> [Aim of the task] Under this task are some entries; return every one of them exactly.

> [Records shown]
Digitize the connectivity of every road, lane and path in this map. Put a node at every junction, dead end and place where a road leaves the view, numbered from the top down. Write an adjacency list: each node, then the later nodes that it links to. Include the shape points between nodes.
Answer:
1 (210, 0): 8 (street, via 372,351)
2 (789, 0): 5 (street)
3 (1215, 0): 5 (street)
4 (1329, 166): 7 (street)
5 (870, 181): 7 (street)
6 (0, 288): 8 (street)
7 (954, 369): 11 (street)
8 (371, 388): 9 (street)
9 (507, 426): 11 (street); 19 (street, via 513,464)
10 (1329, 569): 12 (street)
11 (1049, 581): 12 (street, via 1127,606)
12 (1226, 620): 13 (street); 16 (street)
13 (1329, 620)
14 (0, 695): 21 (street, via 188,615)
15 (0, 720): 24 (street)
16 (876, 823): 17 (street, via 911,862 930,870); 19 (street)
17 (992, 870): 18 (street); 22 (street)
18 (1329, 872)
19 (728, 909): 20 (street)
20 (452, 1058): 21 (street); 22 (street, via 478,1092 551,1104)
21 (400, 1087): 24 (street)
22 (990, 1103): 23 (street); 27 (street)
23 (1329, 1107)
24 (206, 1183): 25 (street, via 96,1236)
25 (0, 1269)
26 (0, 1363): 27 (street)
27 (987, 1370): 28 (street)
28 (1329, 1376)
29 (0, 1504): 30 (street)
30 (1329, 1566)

> [Solution]
Digitize the connectivity of every road, lane and path in this map. Put a node at every junction, dead end and place where a road leaves the view, numbered from the top down. Write an adjacency list: each node, then the later nodes that it links to. Include the shape points between nodes.
Answer:
1 (210, 0): 8 (street, via 372,351)
2 (789, 0): 5 (street)
3 (1215, 0): 5 (street)
4 (1329, 166): 7 (street)
5 (870, 181): 7 (street)
6 (0, 288): 8 (street)
7 (954, 369): 11 (street)
8 (371, 388): 9 (street)
9 (507, 426): 11 (street); 19 (street, via 513,464)
10 (1329, 569): 12 (street)
11 (1049, 581): 12 (street, via 1127,606)
12 (1226, 620): 13 (street); 16 (street)
13 (1329, 620)
14 (0, 695): 21 (street, via 188,615)
15 (0, 720): 24 (street)
16 (876, 823): 17 (street, via 911,862 930,870); 19 (street)
17 (992, 870): 18 (street); 22 (street)
18 (1329, 872)
19 (728, 909): 20 (street)
20 (452, 1058): 21 (street); 22 (street, via 478,1092 551,1104)
21 (400, 1087): 24 (street)
22 (990, 1103): 23 (street); 27 (street)
23 (1329, 1107)
24 (206, 1183): 25 (street, via 96,1236)
25 (0, 1269)
26 (0, 1363): 27 (street)
27 (987, 1370): 28 (street)
28 (1329, 1376)
29 (0, 1504): 30 (street)
30 (1329, 1566)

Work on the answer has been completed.